Global Safety, Novo Nordisk A/S, Copenhagen, Denmark.
US Patient Safety Surveillance, AstraZeneca, Wilmington, Delaware, USA.
Pharmacoepidemiol Drug Saf. 2021 Jan;30(1):9-16. doi: 10.1002/pds.5172. Epub 2020 Nov 24.
To share better practice in establishing data monitoring committees (DMCs) for observational, retrospective safety studies with joint-industry sponsorship.

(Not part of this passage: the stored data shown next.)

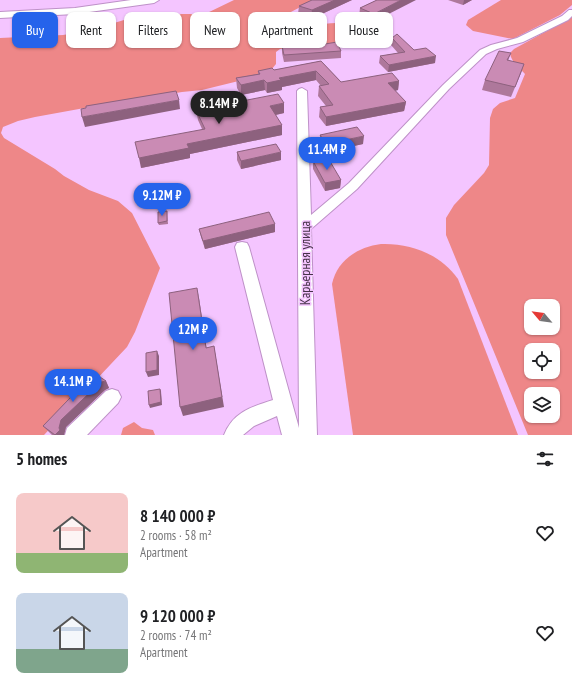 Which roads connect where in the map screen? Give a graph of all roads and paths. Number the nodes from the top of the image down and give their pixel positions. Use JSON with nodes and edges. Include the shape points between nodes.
{"nodes":[{"id":1,"x":129,"y":0,"type":"edge"},
{"id":2,"x":154,"y":0,"type":"edge"},
{"id":3,"x":0,"y":11,"type":"edge"},
{"id":4,"x":572,"y":12,"type":"edge"},
{"id":5,"x":0,"y":15,"type":"edge"},
{"id":6,"x":302,"y":91,"type":"dead end"},
{"id":7,"x":305,"y":226,"type":"junction"},
{"id":8,"x":242,"y":247,"type":"dead end"},
{"id":9,"x":112,"y":397,"type":"dead end"},
{"id":10,"x":284,"y":404,"type":"junction"},
{"id":11,"x":74,"y":435,"type":"edge"},
{"id":12,"x":233,"y":435,"type":"edge"},
{"id":13,"x":290,"y":435,"type":"edge"},
{"id":14,"x":308,"y":435,"type":"edge"}],
"edges":[{"from":1,"to":3,"type":"highway","via":[[55,9]]},
{"from":2,"to":5,"type":"highway","via":[[75,11]]},
{"from":4,"to":7,"type":"street","via":[[520,40],[483,52],[446,87],[353,186]]},
{"from":6,"to":7,"type":"street","name":"Карьерная улица"},
{"from":7,"to":14,"type":"street","name":"Карьерная улица"},
{"from":8,"to":10,"type":"street"},
{"from":9,"to":11,"type":"street"},
{"from":10,"to":12,"type":"street","via":[[245,420]]},
{"from":10,"to":13,"type":"street"}]} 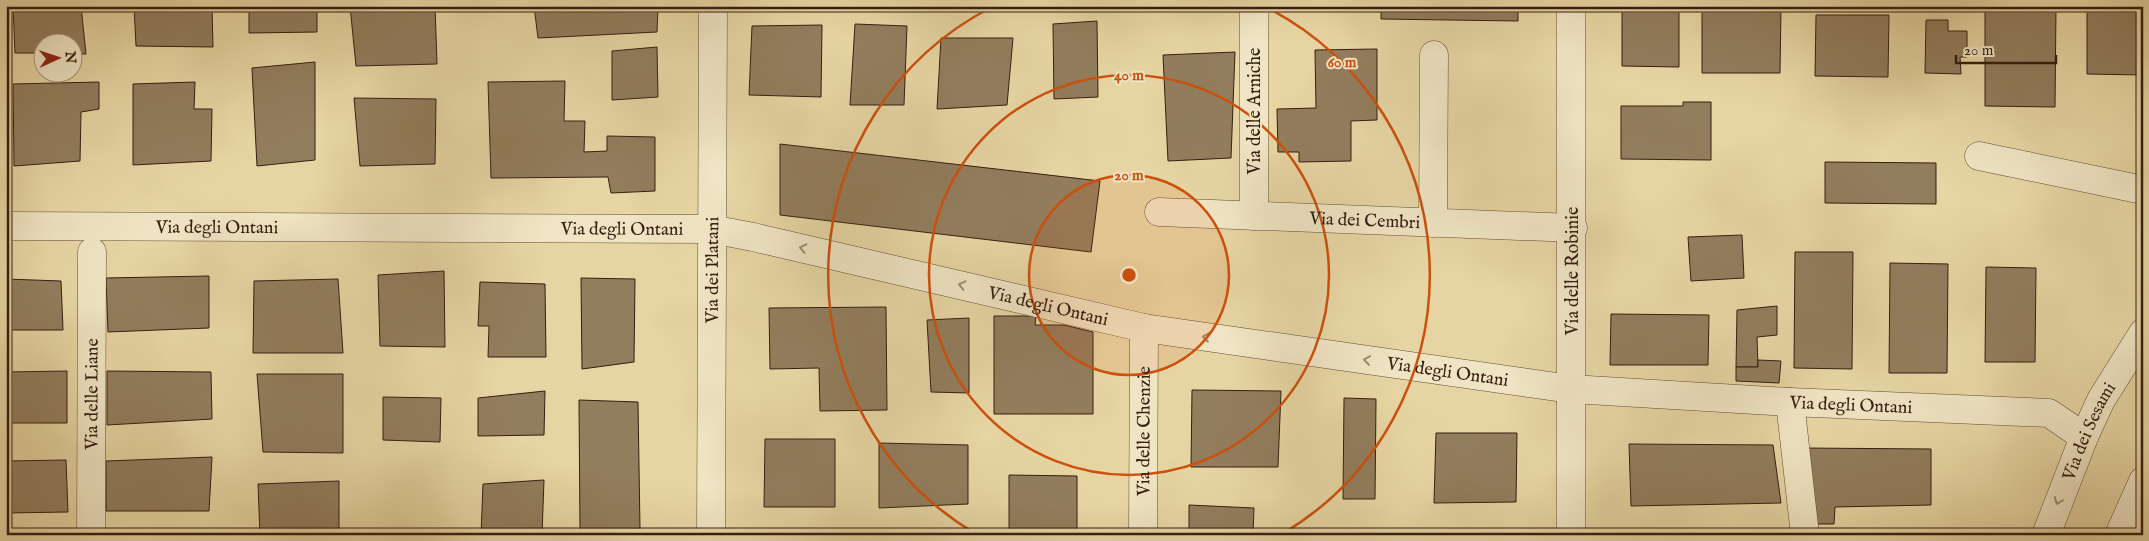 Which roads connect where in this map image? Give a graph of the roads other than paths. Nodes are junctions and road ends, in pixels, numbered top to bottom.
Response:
1 (713, 6) edge
2 (1254, 6) edge
3 (1572, 6) edge
4 (1434, 54) dead end
5 (1979, 156) dead end
6 (2143, 190) edge
7 (1159, 212) dead end
8 (1254, 216) junction
9 (1433, 223) junction
10 (6, 226) edge
11 (1573, 228) junction
12 (711, 230) junction
13 (92, 252) dead end
14 (1144, 328) junction
15 (2143, 333) edge
16 (1571, 389) junction
17 (1790, 402) junction
18 (2084, 436) junction
19 (2143, 481) edge
20 (91, 535) edge
21 (711, 535) edge
22 (1142, 535) edge
23 (1571, 535) edge
24 (1805, 535) edge
25 (2046, 535) edge
26 (2118, 535) edge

A DMC model was created to monitor data from an observational, retrospective, post-authorization safety study investigating risk of medullary thyroid cancer in patients treated with long-acting glucagon-like peptide-1 receptor agonists (LA GLP-1RAs) (NCT01511393). Sponsors reviewed regulatory guidelines, best practice and sponsors' standard operation procedures on DMCs. Discussions were held within the four-member consortium, assessing applicability to observational, retrospective, real-world studies. A DMC charter was drafted based on a sponsor-proposed, adapted DMC model. Thereafter, a kick-off meeting between sponsors and DMC members was held to receive DMC input and finalize the charter.
Due to this study's observational, retrospective nature, assuring participant safety - central for traditional explanatory clinical trial models - was not applicable to our DMC model. The overall strategy and key indication for our real-world model included preserving study integrity and credibility. Therefore, DMC member independence and their contribution of expert knowledge were essential. To ensure between-sponsor data confidentiality, all study committees/corporations and sponsors, besides the DMC, received blinded data only (adapted to refer to data blinding that revealed the specific marketed LA GLP-1RA/sponsor). Communication and blinding/unblinding of these data were facilitated by the contract research organization, which also provided crucial operational oversight.
To our knowledge, we have established the first DMC model for joint industry-sponsored, observational, retrospective safety studies. This model could serve as a precedent for others performing similar post-marketing, joint industry-sponsored pharmacovigilance activities.
分享与联合行业赞助的观察性、回顾性安全性研究中建立数据监测委员会(DMC)的更好实践。
创建了一个 DMC 模型,以监测一项观察性、回顾性、上市后安全性研究的数据,该研究调查了长期胰高血糖素样肽-1 受体激动剂(LA GLP-1RA)治疗患者发生甲状腺髓样癌的风险(NCT01511393)。赞助商审查了监管指南、DMC 的最佳实践和赞助商标准操作程序。在由四名成员组成的财团内进行了讨论,评估其对观察性、回顾性、真实世界研究的适用性。根据赞助商提出的、改编的 DMC 模型起草了 DMC 章程。此后,赞助商和 DMC 成员举行了启动会议,以征求 DMC 的意见并最终确定章程。
由于这项研究的观察性、回顾性性质,保证参与者的安全性——这是传统解释性临床试验模型的核心——不适用于我们的 DMC 模型。我们的真实世界模型的总体策略和主要指征包括保持研究的完整性和可信度。因此,DMC 成员的独立性及其专业知识的贡献至关重要。为了确保赞助商之间的数据机密性,除了 DMC 之外,所有研究委员会/公司和赞助商都只收到了盲数据(改编后指揭示特定上市的 LA GLP-1RA/赞助商的数据盲法)。合同研究组织促进了这些数据的沟通和盲法/去盲法,该组织还提供了至关重要的运营监督。
据我们所知,我们已经为联合行业赞助的观察性、回顾性安全性研究建立了第一个 DMC 模型。该模型可以为其他进行类似上市后、联合行业赞助的药物警戒活动的人提供先例。